Nice article, with a good long list. Here are a few that occur to me – because they’ve happened to me. :-
A slight shaking or squirming of the hand-arm may indicate you have too much tension.
A rolling of the shoulder may indicate you are pushing their hand too far back.
Repeated repositioning of the head may indicate you are giving head pressure in close embrace.
A ‘clunking’ next step may indicate that you lead them to move before they were finished with what they were doing.
A repeated clunking and out of axis state may indicate that they are inexperience, not moving into their axis with each step, or trying to ‘think’ what you intend instead of feel it. Or you are moving too fast, not allowing them space and time to arrive at their axis, or not framing them well. In all cases the prescription is to simplify, slow down, and concentrate on connection.
Thank you Laura. This is very helpful : )
Spinning, how many can she take..
At the end,
A headturn or hand/arm up
Great list! The super light follow one is good to know. I’ve danced worth follows before who are much better than me, but they’ve been disengaged. I will know in the future to try and have a less forceful lead. Something I’ve been working in for a while. Thank you!
When a follow is crushing my right arm, or leaving heavily on my shoulder, I will tend to stay out in open a lot to avoid that situation – as it tends to hurt a lot over time.
>Pulling away from head-to-head contact (in close dances)
Or it could mean ‘I worked really hard on these bangs tonight – please don’t crush them. No one enjoys a deflated pompadour.”
hahhaaha or it means you smell bad 🙂
Lydia:
Or “too god”. I was dancing with one lady. And she did not smell bad. But she used so much of some hair spray that it was almost impossible to breathe 😀 She really wanted a close head2head contact. And I believe I was turning little blue at the end of the dance 😀
Awesome article. The ones I would add are the cues the follower want to style more. One is when you are leading and attempt to dip the follower when she gives more pressure on your hands or delay dipping her head back to suggest she would like to dip further. Another, especially in Lateral movements in Zouk is additional pressure on hands or palms of the lead to suggest she needs support and space for footwork or styling.
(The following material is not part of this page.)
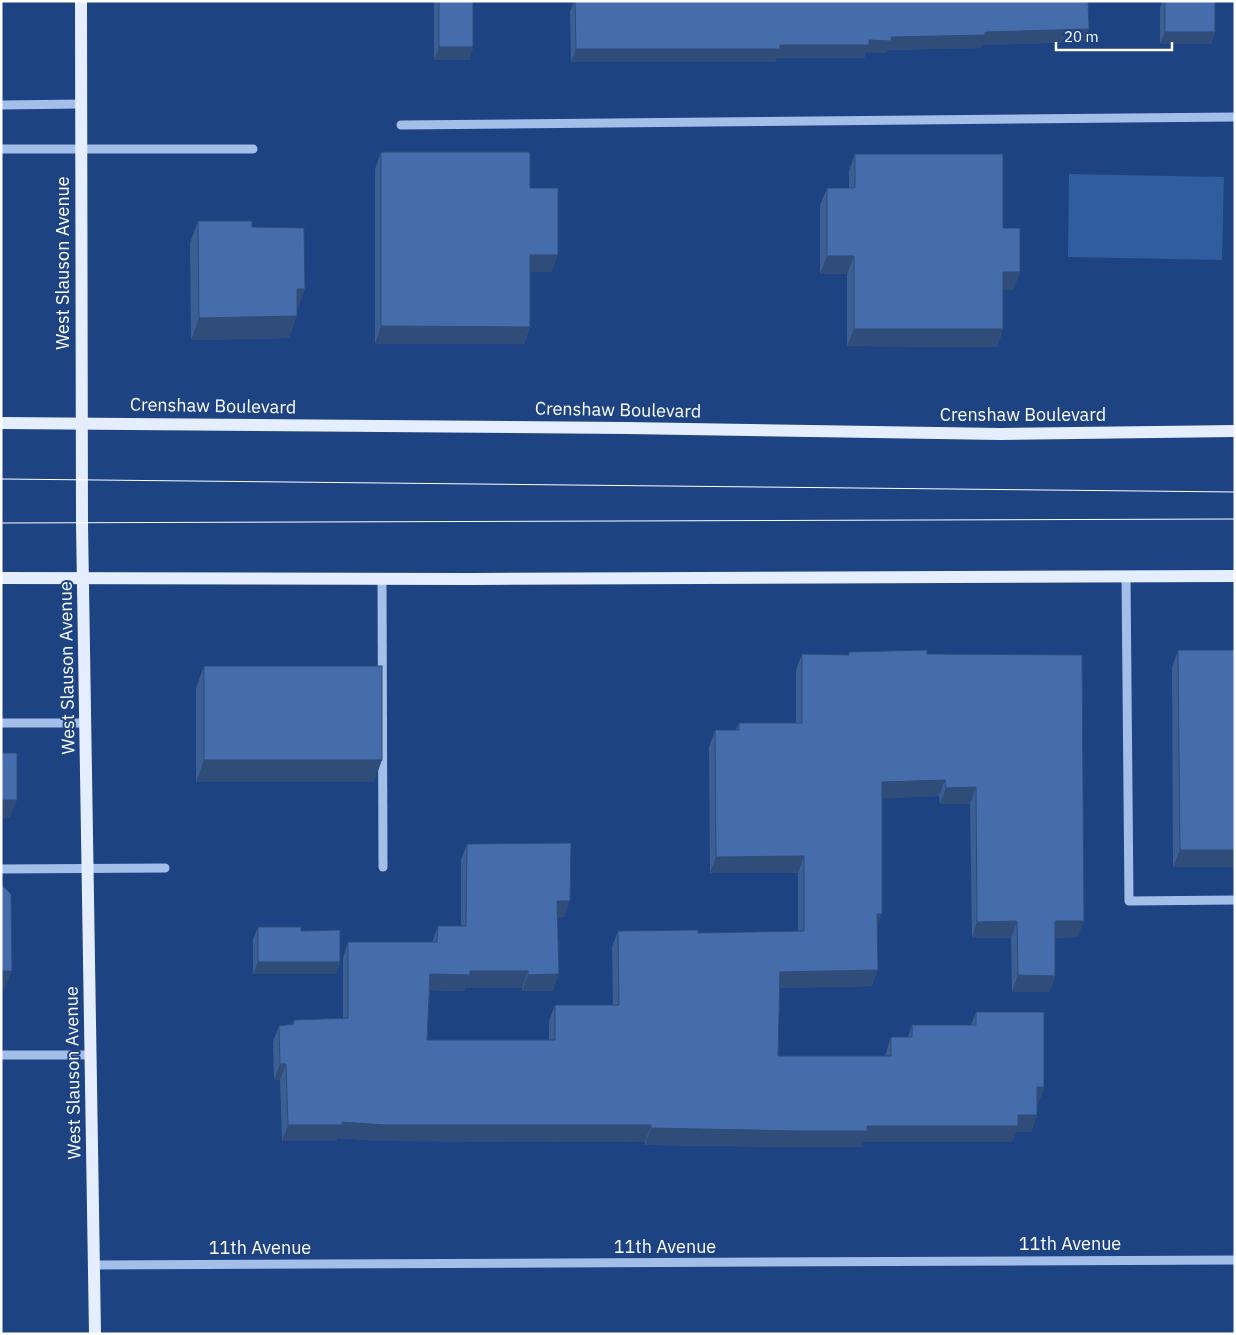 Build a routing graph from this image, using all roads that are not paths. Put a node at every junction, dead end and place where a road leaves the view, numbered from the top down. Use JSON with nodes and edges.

What a great post. I particularly like that it illustrates that dancing is never as simple as ‘leading’ and ‘following’, but that when done well it is actually a constantly negotiated and active conversation/dialogue between the two dancing partners.
I am only 4ft 10 so 5ft with heels. Men are gracious to lower their heads when doing certain moves. I also find some men do not listen to the music so to me timing is key. Also four spins is hard to recover from esp. If fast, as im not 18 anymore lol
One last thing when men gives direct hand signals it flows so much easier. Love it thanks!!!